Quant au monologue intériorisé de L’Homme au crâne rasé, il procède du récit, du ressassement, de l’épuisement d’un esprit en autarcie, d’un corps promis à la mort, rempli de chaleur et de pleurs, souffrance éloquente, proférée bouche fermée, yeux droits, regard caméra. Ce que nous baptisons réalisation, ce que les anglophones « mise-en-scène » dénomment, duplique le phonique, le phatique, certains, tels Marcel Martin, le (re)constituent illico en langage, quasi rassis lorsque surgit Antonioni (L’avventura, 1960). Le langage cinématographique existe-t-il et si oui, que dit-il ? En réalité intime, en vérité subjective, le poétique et le politique parviennent à rendre leurs parallèles perpendiculaires, le signifiant et le signifié affichent leur arbitraire, autant que leur imaginaire, le média modèle le message, Marshall McLuhan les assimilait. Pour un critique, l’œuvre d’art relève de l’herméneutique ; pour un structuraliste, du mécanisme ; pour Poe, elle produit de l’effet, sensoriel presque au sens substitué. Les films, en définitive, parlent une sorte d’espéranto visuel-audio, d’espérance souvent désespérante, se débarrassent de la barrière des langues, cf. l’Internationale (anale) de la pornographie, union des godes au lieu d’union des gauches, ou le polyglotte pragmatisme des sous-titres nationalistes. Au ciné, en résumé, l’esthétique devient vite synesthésique, s’adresse aux sens, par procuration, transposition. Anecdotique ou dangereux, vain ou valeureux, ce jeu sérieux, dimension méta ou pas, possède son propre idiome, sa glossolalie jolie. Que la majorité des gens qui en font, plutôt le défont, s’avèrent de bêtes analphabètes n’enlève rien à ses dessins, desseins, destin, décider de dire et faire ressentir quelque chose de nos (en)vies, de la communication virale (Bill Burroughs), sociale, du quotidien d’humains moyens, trop moyens, envahis d’un vocabulaire et d’aspirations appauvris, politiquement correct abject, versus exigence, quintessence, des signes de Racine.
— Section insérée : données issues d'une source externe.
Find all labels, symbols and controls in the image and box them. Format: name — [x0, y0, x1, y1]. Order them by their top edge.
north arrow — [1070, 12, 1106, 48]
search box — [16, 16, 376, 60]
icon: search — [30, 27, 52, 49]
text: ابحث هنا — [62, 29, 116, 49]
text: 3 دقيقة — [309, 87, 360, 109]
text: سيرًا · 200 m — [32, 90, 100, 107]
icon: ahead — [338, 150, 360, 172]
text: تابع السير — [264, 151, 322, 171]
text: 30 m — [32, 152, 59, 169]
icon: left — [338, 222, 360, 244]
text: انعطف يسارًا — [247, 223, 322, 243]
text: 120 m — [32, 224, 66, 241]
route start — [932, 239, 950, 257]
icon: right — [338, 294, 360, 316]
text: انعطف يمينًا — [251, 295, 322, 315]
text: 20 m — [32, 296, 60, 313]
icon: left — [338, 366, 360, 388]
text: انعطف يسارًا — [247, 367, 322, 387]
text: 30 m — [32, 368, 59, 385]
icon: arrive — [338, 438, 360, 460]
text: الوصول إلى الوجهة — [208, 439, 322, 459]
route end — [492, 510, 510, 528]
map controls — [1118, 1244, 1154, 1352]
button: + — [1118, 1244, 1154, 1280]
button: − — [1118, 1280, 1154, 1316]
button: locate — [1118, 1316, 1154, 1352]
On peut parler (écrire) pour ne rien dire, pour mentir, on peut filmer idem, mais les êtres privés de verbe, de verve, en raison de (dé)raisons historiques, étatiques, corse jadis interdit parmi l’école de la République, passé du statut de patois paria à celui de langue régionale raisonnable, à cause d’une parenthèse dominicale ou sociétale, à Wannsee, ça s’amuse, ça séduit, ça s’accouple au creux de la forêt d’été, en bordure des ordures, ça va sous peu s’occuper du problème juif, solution finale, radicale, d’éden infernal, tandis que les troglodytes cosmopolites occupent une caverne platonicienne, on (s’)y désillusionne le soap, sa violence sentimentale, risible, symbolique, à coup de gros calibre, écran plat accaparé, placé, trépassé, s’expriment à leur manière douce-amère, se font comprendre parfaitement des spectateurs de maintenant, perfusés au parlant. La transparence ne se déploie pas au cinéma, à l’intérieur des textes, des prétextes, des existences, modestes ou d’arrogance, elle dispose d’une opacité innée, acquise, transmise, langue maternelle, langue plurielle, elle n’obsède que les cyniques, les adeptes du masque, du matraquage, du traçage, de la fiction factice, carburant au contrôle, Burroughs, bis. Fassbinder affirmait que les films lièrent la tête, ils savent cependant emprisonner la singularité, ne financer la moindre marginalité, hors du formatage, du cahier des charges, des médiocres ramages. Il resterait alors, en marge des langages, communautaires, mortifères, à se museler de mystère, à se taire, à se contredire à la Baudelaire, c’est-à-dire sceller ses lèvres, à l’instar du sexe féminin de La Philosophie dans le boudoir ? Peut-être et peut-être que me guettent l’aphasie d’océan et d’amour de Mes nuits sont plus belles que vos jours (Żuławski, 1989), la sécheresse de la vieillesse, la gorge nouée des années, le dégoût de tout, de vous, visage évanoui, sable aboli.